Para ele, o avanço conservador é explícito no Congresso Nacional, sendo uma de suas características o avanço da bancada evangélica.
"As notícias do jornal são reflexo disso. Quando as pessoas veem parlamentares em Brasília lutando contra os direitos das minorias, elas se sentem legitimadas para agir como elas agem. Por isso, vemos essa epidemia de homofobia recrudescente", argumentou Coimbra.
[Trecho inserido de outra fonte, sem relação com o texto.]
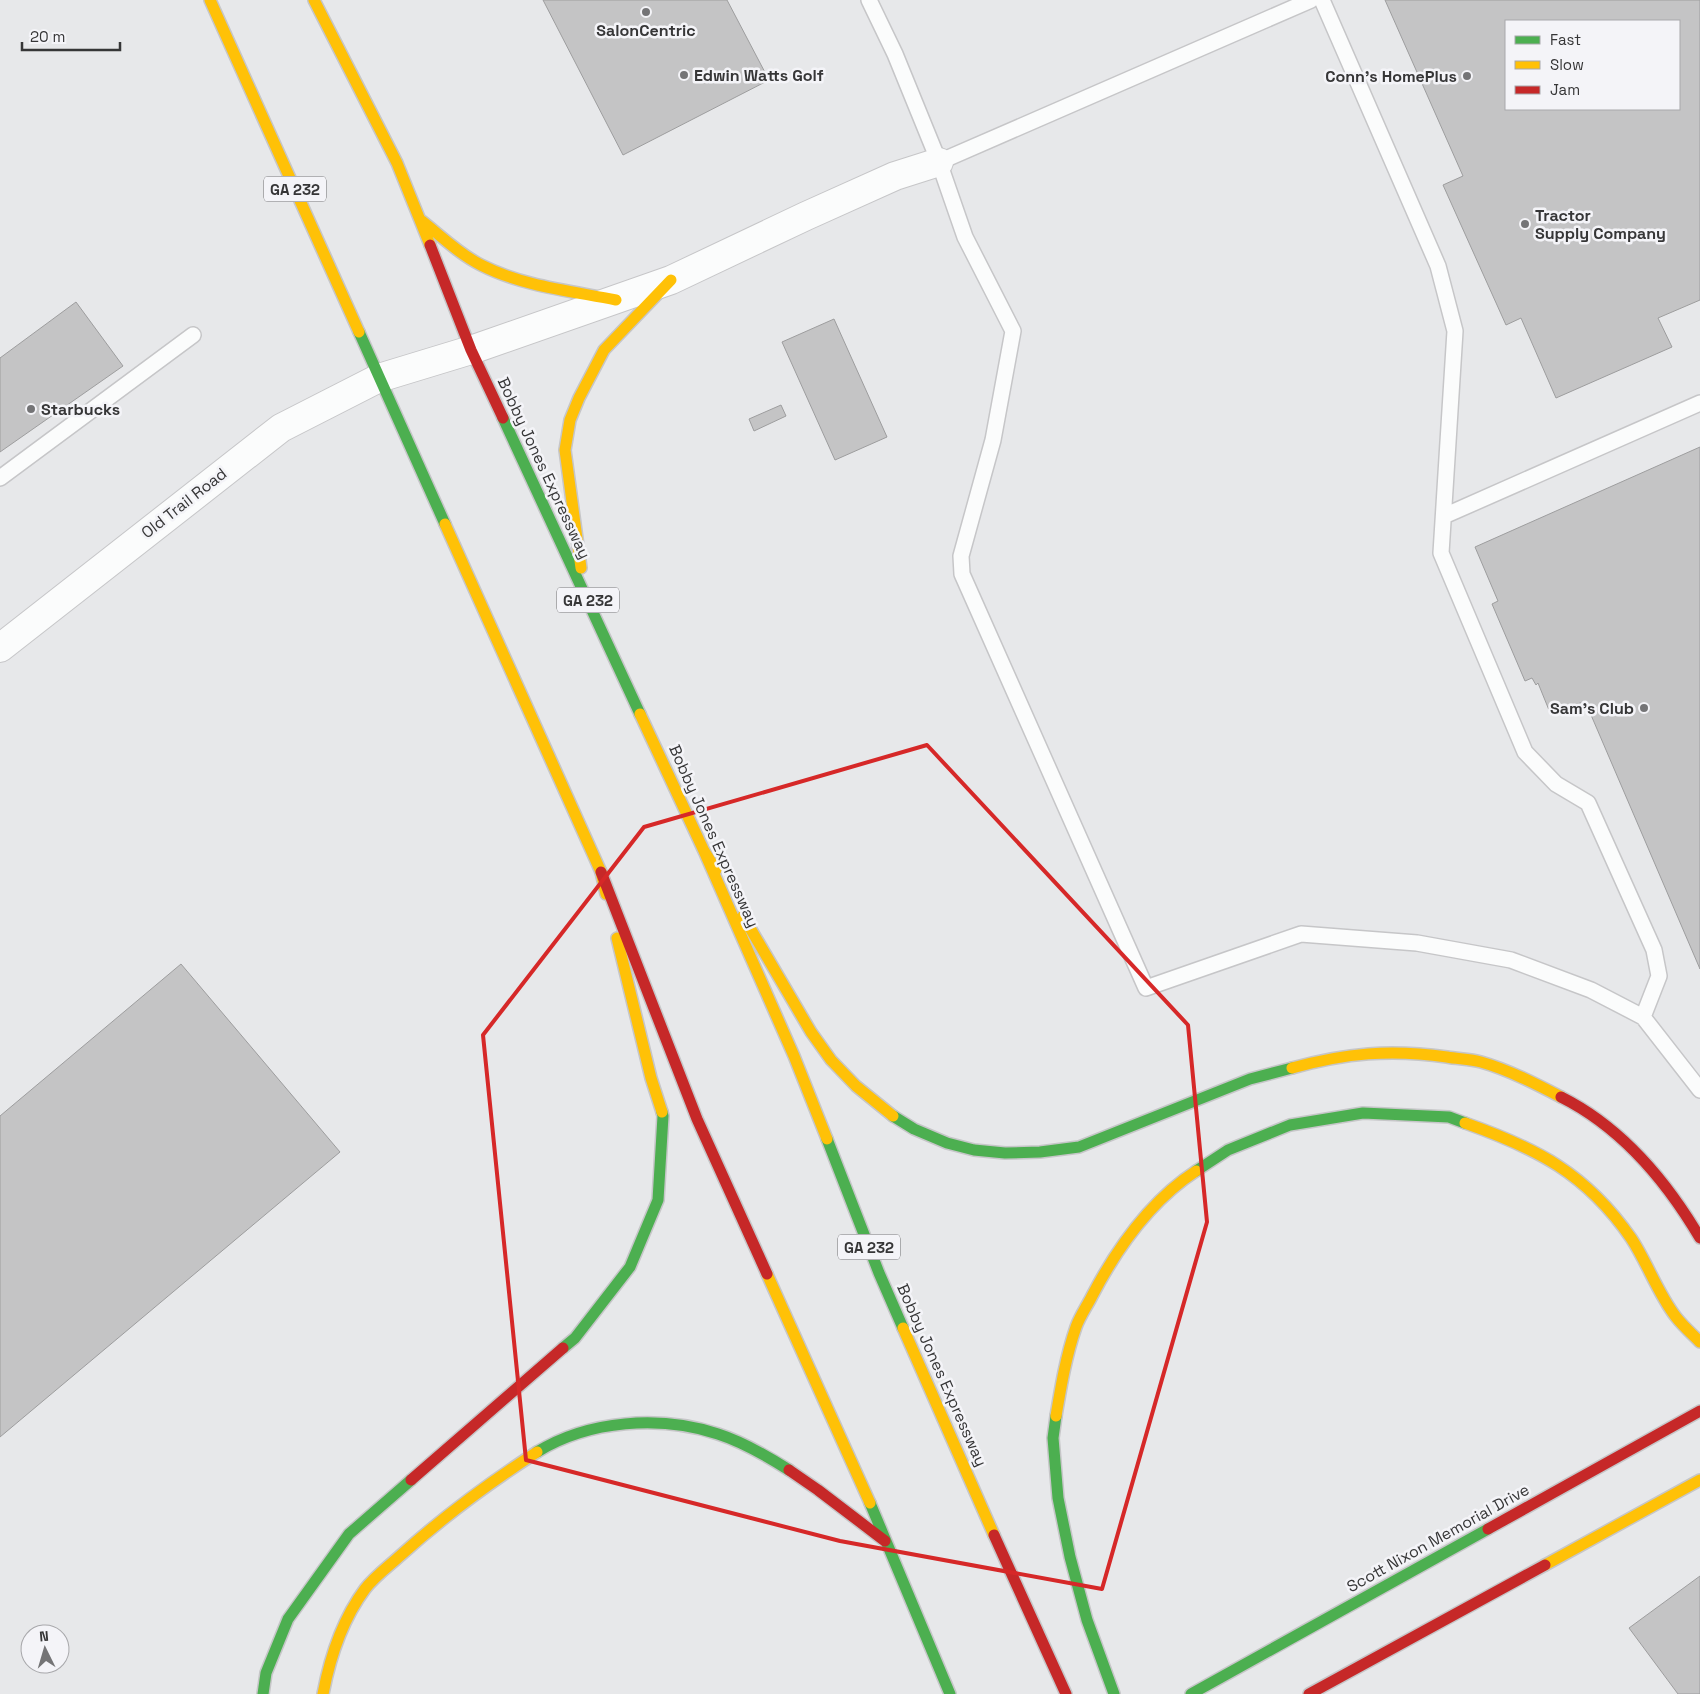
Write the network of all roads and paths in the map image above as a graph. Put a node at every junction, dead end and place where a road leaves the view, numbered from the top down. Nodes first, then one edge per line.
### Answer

Para Mott, os recentes casos revelam que o Brasil é um país extremamente contraditório. "Do lado cor-de-rosa, abriga a maior parada gay do mundo, a maior associação LGBT da América Latina, gays e travestis estão nas novelas, nas ruas, no carnaval… Mas o lado vermelho sangue é o que inferniza a vida cotidiana de mais de 20 milhões de brasileiros. Discriminação em casa, nas escolas, nas repartições públicas, espancamentos e assassinatos".
Para "erradicar a mortandade", o antropólogo aposta prioritariamente em três frentes: educação sexual em todos os níveis escolares, políticas públicas que garantam a segurança da população LGBT nos espaços públicos, e legislação específica que puna o crime da homofobia.